My meagre surrounds are a humble beginning where the sheep, outside the window, can be heard whispering, the moon rustling. In that I was born I was the first of seven and my grandfather and grandmother were of foreign extraction, immigrants no less, who arrived at these shores with nary a nickel to their breeches. Their first born too, my father, met my mother while rodeo-ing or shipbuilding or standing lucklorn by black and white factory gates, Victorian spikes asplendour. They met, married, just in time for me, soon joined by varying degrees of sibling, some female, others male. I was a shy kid but also a cocky kid, mostly alone but also often surrounded by gangs of people. Women mainly who gave me the keen understanding of the world and its surrounds as I now understand it and filter it through my work. I’ve said it a million times and I’ll have to say it again: women know stuff and do stuff that men, well, you know. It marks me out, right?
And I was a quiet, industrious kid, special in many ways but normal in many other ways, happy to run with the gang, no shoes, holes all over, empty stomachs and railroad cars. There was a tragedy, an incident, which set me on this course for life, although I am far too young to recall it, it set me here for life. My brother crushed neath the fall of iron girders as we strode the flips and flies of the new monuments to American dominance, the skyscrapers. We climbed them high these beacons and while we were mere scraps of kids, me seven perhaps, my brother five, I knew then, even as I cannot remember it now, that the American dream was twofold and double-edged and you had to be careful while on that climb because the American dream could literally crush you to death. How very fucking profound. And so there, forged, me and all you need to know about me and my attitude to life, to women and to work. You should, I would recommend, deploy a permanent bookmark here.
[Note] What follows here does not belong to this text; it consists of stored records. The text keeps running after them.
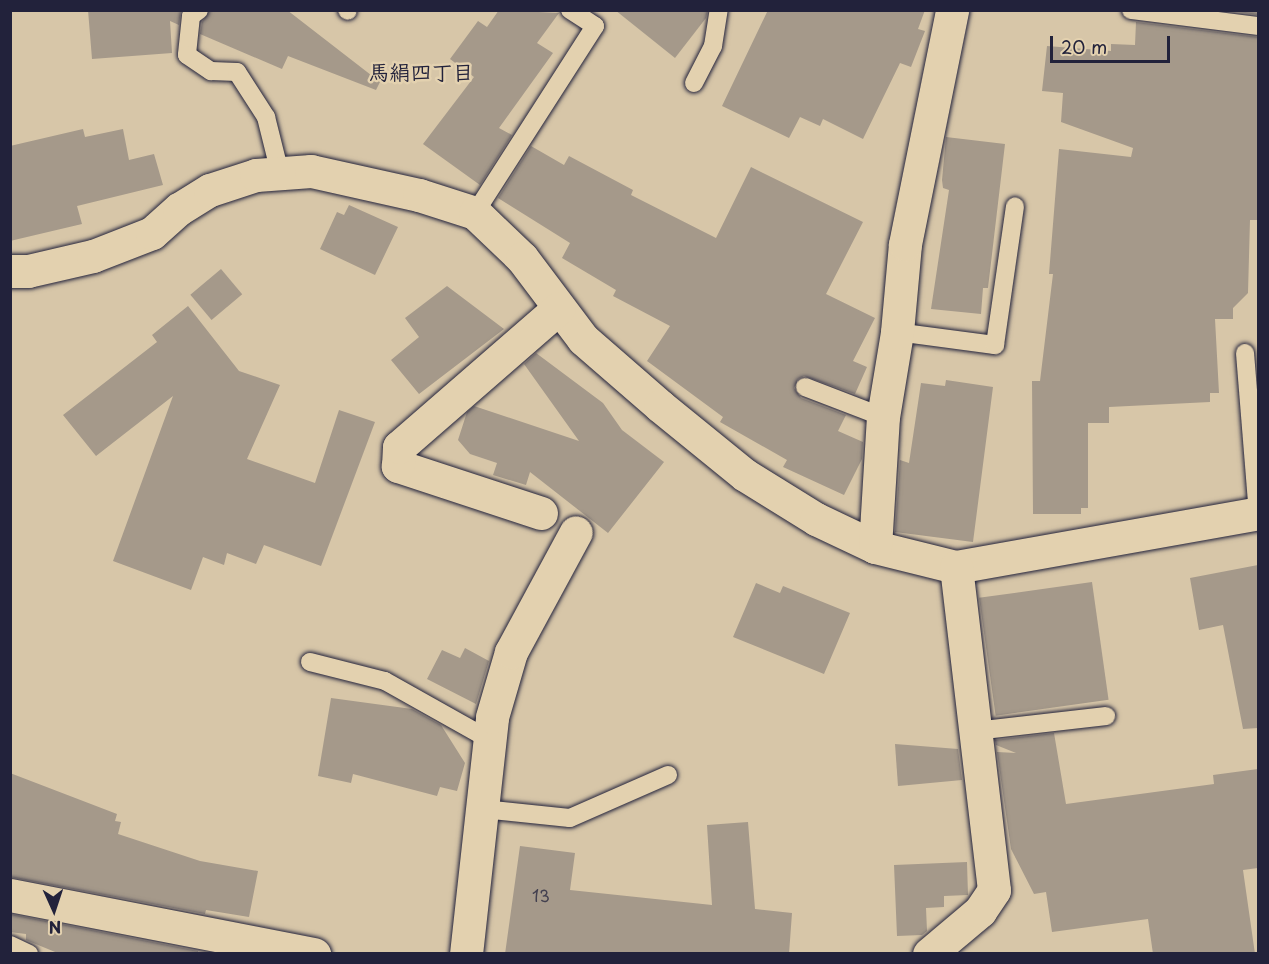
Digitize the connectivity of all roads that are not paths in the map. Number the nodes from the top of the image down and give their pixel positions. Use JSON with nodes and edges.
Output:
{"nodes":[{"id":1,"x":570,"y":10,"type":"edge"},
{"id":2,"x":719,"y":10,"type":"edge"},
{"id":3,"x":952,"y":10,"type":"edge"},
{"id":4,"x":1131,"y":10,"type":"edge"},
{"id":5,"x":194,"y":12,"type":"edge"},
{"id":6,"x":1154,"y":12,"type":"edge"},
{"id":7,"x":1258,"y":26,"type":"edge"},
{"id":8,"x":694,"y":83,"type":"dead end"},
{"id":9,"x":280,"y":173,"type":"junction"},
{"id":10,"x":1015,"y":206,"type":"dead end"},
{"id":11,"x":475,"y":213,"type":"junction"},
{"id":12,"x":10,"y":271,"type":"edge"},
{"id":13,"x":559,"y":308,"type":"junction"},
{"id":14,"x":897,"y":332,"type":"junction"},
{"id":15,"x":1245,"y":353,"type":"dead end"},
{"id":16,"x":806,"y":387,"type":"dead end"},
{"id":17,"x":883,"y":417,"type":"junction"},
{"id":18,"x":541,"y":513,"type":"dead end"},
{"id":19,"x":1258,"y":513,"type":"edge"},
{"id":20,"x":576,"y":532,"type":"dead end"},
{"id":21,"x":874,"y":547,"type":"junction"},
{"id":22,"x":956,"y":567,"type":"junction"},
{"id":23,"x":310,"y":662,"type":"dead end"},
{"id":24,"x":1106,"y":716,"type":"dead end"},
{"id":25,"x":975,"y":731,"type":"junction"},
{"id":26,"x":490,"y":740,"type":"junction"},
{"id":27,"x":668,"y":775,"type":"dead end"},
{"id":28,"x":483,"y":809,"type":"junction"},
{"id":29,"x":10,"y":895,"type":"edge"},
{"id":30,"x":10,"y":945,"type":"edge"},
{"id":31,"x":29,"y":954,"type":"edge"},
{"id":32,"x":314,"y":954,"type":"edge"},
{"id":33,"x":466,"y":954,"type":"edge"},
{"id":34,"x":928,"y":954,"type":"edge"}],
"edges":[{"from":1,"to":11,"type":"lane"},
{"from":2,"to":8,"type":"lane"},
{"from":3,"to":14,"type":"street"},
{"from":4,"to":6,"type":"lane"},
{"from":5,"to":9,"type":"lane"},
{"from":6,"to":7,"type":"lane"},
{"from":9,"to":11,"type":"street"},
{"from":9,"to":12,"type":"street"},
{"from":10,"to":14,"type":"lane"},
{"from":11,"to":13,"type":"street"},
{"from":13,"to":18,"type":"street"},
{"from":13,"to":21,"type":"street"},
{"from":14,"to":17,"type":"street"},
{"from":15,"to":19,"type":"lane"},
{"from":16,"to":17,"type":"lane"},
{"from":17,"to":21,"type":"street"},
{"from":19,"to":22,"type":"street"},
{"from":20,"to":26,"type":"street"},
{"from":21,"to":22,"type":"street"},
{"from":22,"to":25,"type":"street"},
{"from":23,"to":26,"type":"lane"},
{"from":24,"to":25,"type":"lane"},
{"from":25,"to":34,"type":"street"},
{"from":26,"to":28,"type":"street"},
{"from":27,"to":28,"type":"lane"},
{"from":28,"to":33,"type":"street"},
{"from":29,"to":32,"type":"street"},
{"from":30,"to":31,"type":"lane"}]}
So, of course, things were never the same and though I cherished my brother’s memory I was guilty for most of the while due to the influence of some religion or other, thrown down on me by grieving parents who sought solace in the faith of their youth and sought also to solace some for us. Well, girls and masturbation and dreadful, dirty thoughts that caused me all kind of magnificent conflict as I dashed between good and evil and thought for a while how I would become a professional practitioner of my faith – I took the exams and everything – but looming, and I’ll cut to the chase, my teenage years and early adulthood where I, poet and painter, dived the delights of art and women and never once looked back. Except now, except for here.
In those early days it was better, naturally, and everyone was so young and free, unlike today where they are old, even the young, and bound in all manner of metaphysical and otherwise chains. Smoking cigarettes and whiskey, the freedom push of jazz, it was, from my one-room, rat-infested apartment, mouldy bread and a roll call of all the names you know now but didn’t know then: Happy Stamper, Rick Neck, Todd Refoli, Gordon Zola, Benedict Benson, Fisheye Lens, Nathan Foley, Ichabod Dent. They were in their youth then and death, which took them all too young, was mere years away and how cruelly they were taken, me documenting their demise through song, poetry, painting or photography, whatever took my fancy. Happy days indeed.
As for love, my first wife was a skinny lovely, the girl of sort of next door who, in high school, I promised too soon I would marry. There was a pregnancy, an abortion, a cause of some distance between us. She took it at first, this living, but soon grew tired of the endless art and the endless nights of bohemian fancy, I’m sure you have the picture. I met and fell in love with someone else, a ridiculous one-sided love which took me to Europe for a while where I almost met my end in either the Seine or the Thames. And then an endless stab of girls, each with their own merits, plus a brief dabble with homosexuality where I took it up the ass like a thoroughbred man. But the truth of this journey through love is that only now, in the past twenty years, have I found someone who knows me and fills me and completes me and all that bullshit, where we live, the two of us, surrounded by our stories of the past, our collections of, ha, imaginary snapshots, occasional visits from our children who are, of course, money-driven disappointments or somesuch and not the free spirits we pushed them to be, the irony far too ho-hum to mention. But we fade here as we’ll surely slip away.
At around the same time, in those early days, my first book was published, or my first exhibition exhibited. I became, almost overnight, the hottest new sensation. And this, as you’ll know, is from hereon the stuff you know. Wait, if you can then, for the joys of volume two. Amen.